Added them to the post


----------



## jb_fvwm2 (Mar 27, 2009)

well, using NVIDIA I always got "agp detected, aborting setup!"
...........
Unfortunately, 
using the guide above (I think),  a blank screen, sometimes with a cursor.
one cntl-alt-del and other numerous keys-- to reboot and copy the old
xorg.conf back and comment device.hints, another cntl-alt-del to reboot
after the latter caused the blank screen to recur.  Now back the
way it was. (3 ideas of what is wrong here but I can only guess)
...........
4 permutations of ways to install nvidia-drivers and 100 permutations
of ways to tweak xorg.conf, maybe in a decade there will be a way to
set it up in 20 minutes or so.  Happy as long as I have the browser,
cursor, and window manager running...


----------



## SirDice (Mar 27, 2009)

jb_fvwm2 said:
			
		

> well, using NVIDIA I always got "agp detected, aborting setup!"


You can try removing *device agp* from your kernel config or add *hint.agp.0.disabled="1"* to /boot/device.hints.


----------



## jb_fvwm2 (Mar 27, 2009)

SirDice said:
			
		

> You can try removing *device agp* from your kernel config or add *hint.agp.0.disabled="1"* to /boot/device.hints.

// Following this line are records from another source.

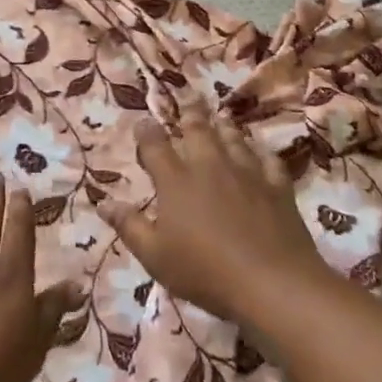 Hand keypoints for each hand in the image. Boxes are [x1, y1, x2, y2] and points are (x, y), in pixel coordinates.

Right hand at [99, 115, 329, 324]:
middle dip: (191, 113)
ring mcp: (247, 174)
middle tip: (189, 97)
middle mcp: (209, 167)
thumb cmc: (206, 272)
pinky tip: (261, 152)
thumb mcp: (155, 256)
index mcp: (176, 181)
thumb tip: (103, 203)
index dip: (146, 131)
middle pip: (198, 130)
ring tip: (221, 117)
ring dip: (224, 126)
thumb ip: (129, 226)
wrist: (272, 283)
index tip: (142, 122)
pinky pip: (269, 161)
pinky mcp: (278, 188)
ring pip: (233, 139)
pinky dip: (262, 153)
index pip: (155, 146) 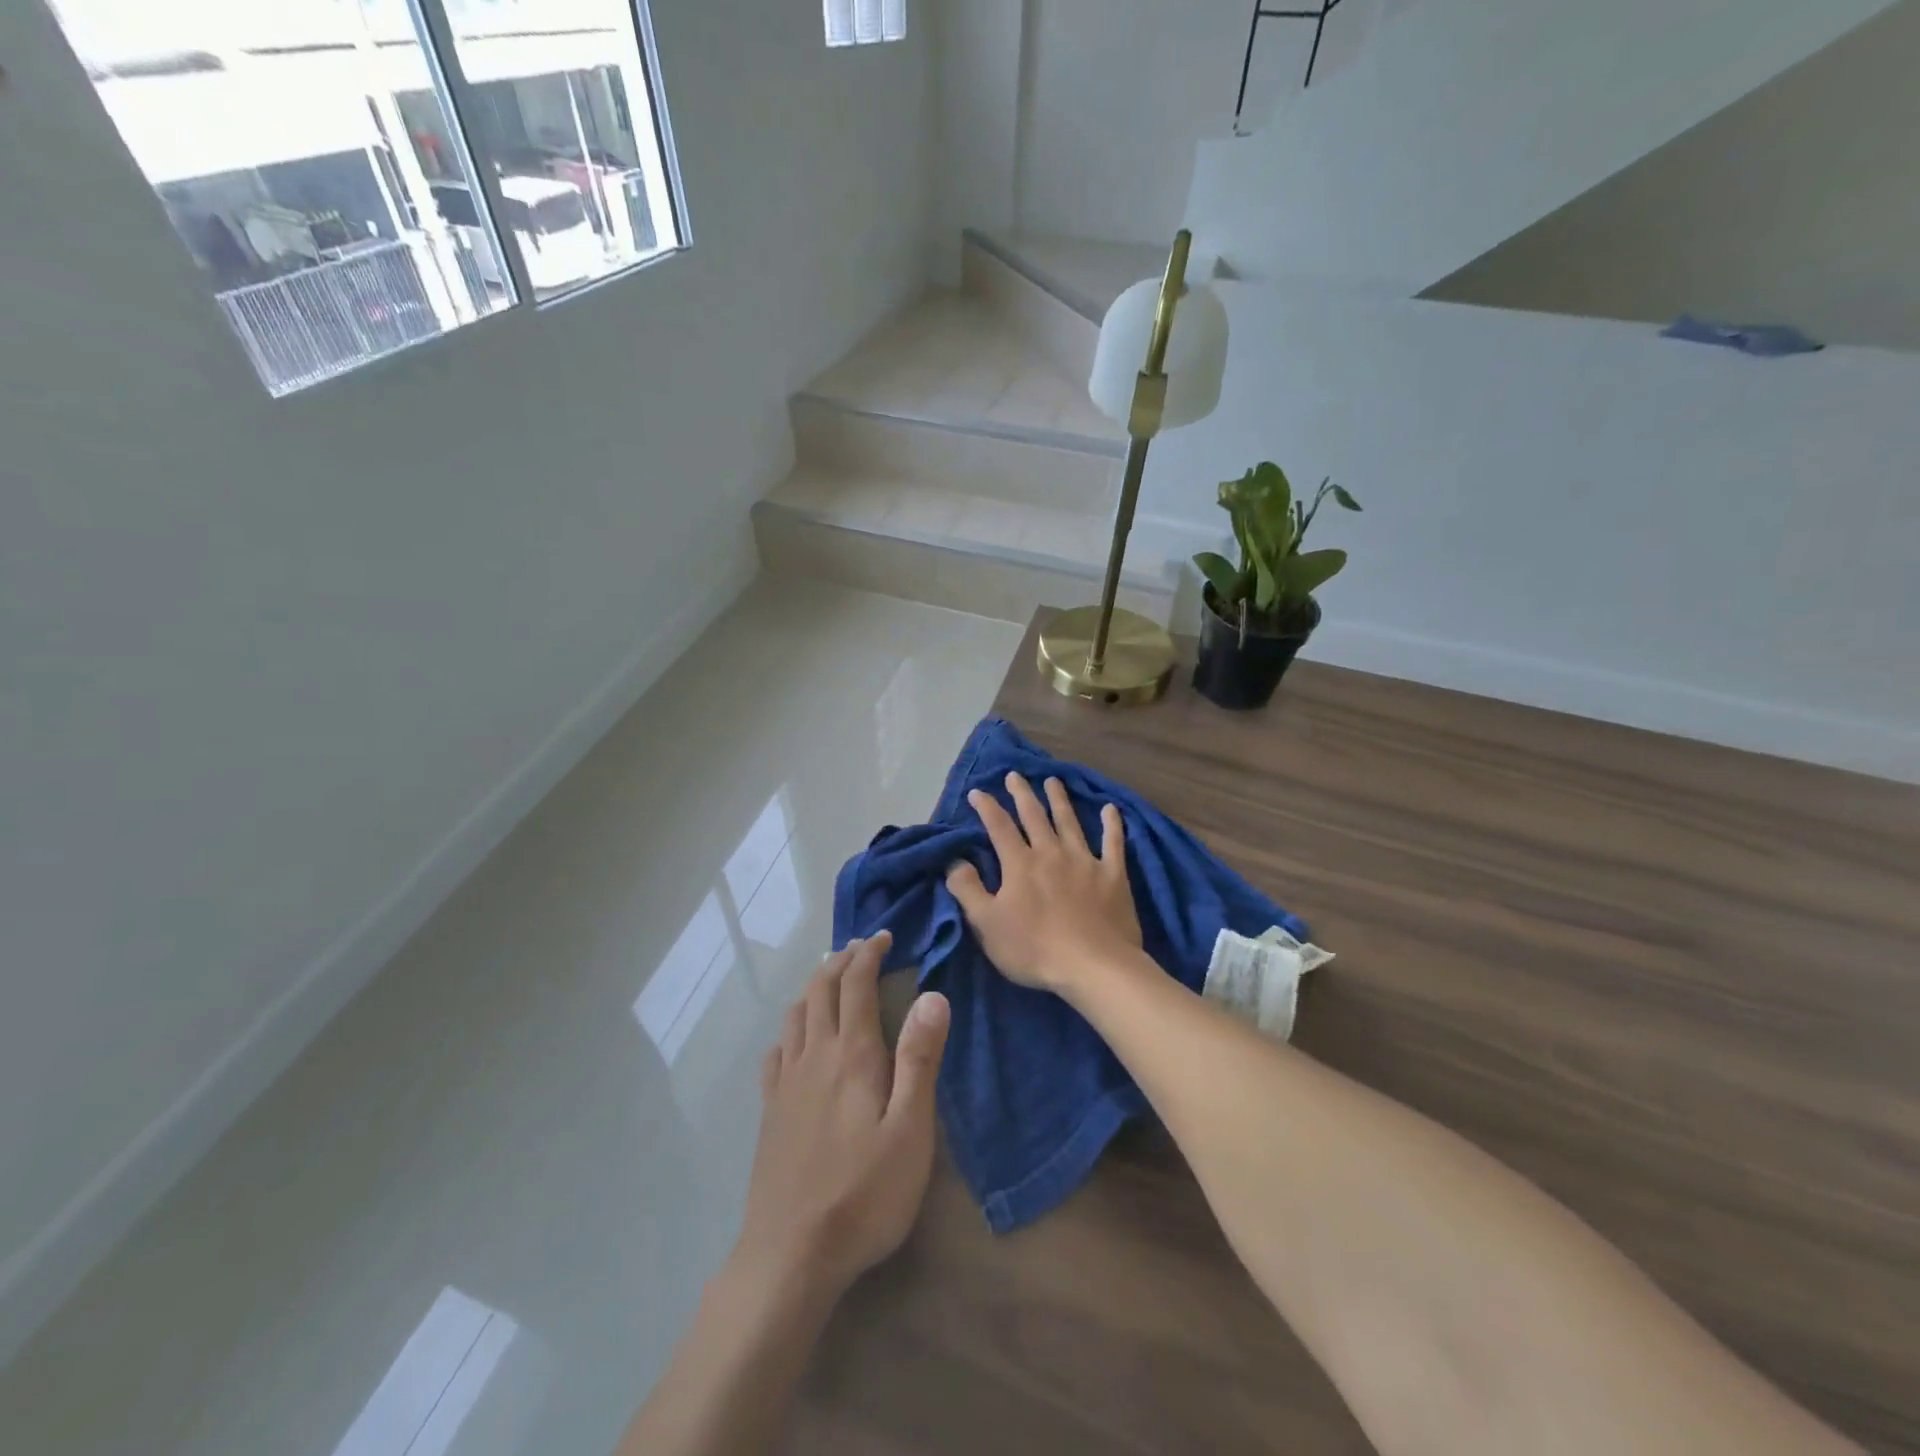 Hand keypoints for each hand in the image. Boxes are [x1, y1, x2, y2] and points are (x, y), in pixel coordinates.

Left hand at [730, 932, 950, 1308]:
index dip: (869, 954)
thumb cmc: (864, 1194)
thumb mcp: (910, 1130)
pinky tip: (796, 1038)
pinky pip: (777, 1050)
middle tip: (862, 947)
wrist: (790, 1254)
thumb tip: (933, 995)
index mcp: (851, 1055)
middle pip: (821, 990)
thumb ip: (920, 1059)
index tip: (884, 936)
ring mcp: (785, 1083)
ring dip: (815, 986)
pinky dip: (791, 1027)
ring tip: (831, 979)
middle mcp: (814, 1056)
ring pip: (796, 1014)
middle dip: (842, 960)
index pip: (856, 984)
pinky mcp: (770, 1111)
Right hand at [945, 772, 1143, 996]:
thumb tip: (955, 861)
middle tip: (1015, 775)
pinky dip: (1112, 825)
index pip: (999, 827)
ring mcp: (1085, 861)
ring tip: (1053, 781)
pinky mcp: (1113, 875)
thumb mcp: (987, 925)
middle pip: (1034, 816)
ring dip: (1060, 800)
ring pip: (1069, 822)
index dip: (987, 807)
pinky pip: (1113, 843)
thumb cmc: (1034, 949)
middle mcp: (1051, 852)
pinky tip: (1111, 809)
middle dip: (1022, 794)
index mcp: (1020, 864)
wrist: (1093, 966)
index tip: (978, 792)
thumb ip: (968, 890)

The latter is one of the six or so modifications listed earlier
than my post, which when all are implemented, crash X on this
setup.  Even if it is not nvidia-driver, the xorg.conf, or
the .hints, (guessing!) it may be an unknown overclock of the video
card, or CRT rather than LCD, or...


----------



## SirDice (Mar 27, 2009)

To be honest, I can't make heads or tails of your posts.


----------



## tangram (Mar 27, 2009)

jb_fvwm2 said:
			
		

> The latter is one of the six or so modifications listed earlier
> than my post, which when all are implemented, crash X on this
> setup.  Even if it is not nvidia-driver, the xorg.conf, or
> the .hints, (guessing!) it may be an unknown overclock of the video
> card, or CRT rather than LCD, or...



The purpose of this corner of the forum is presenting HowTos and FAQs. I think you'd more easily solve your problems/issues in the appropriate forum support section, in this case Desktop -> X.Org.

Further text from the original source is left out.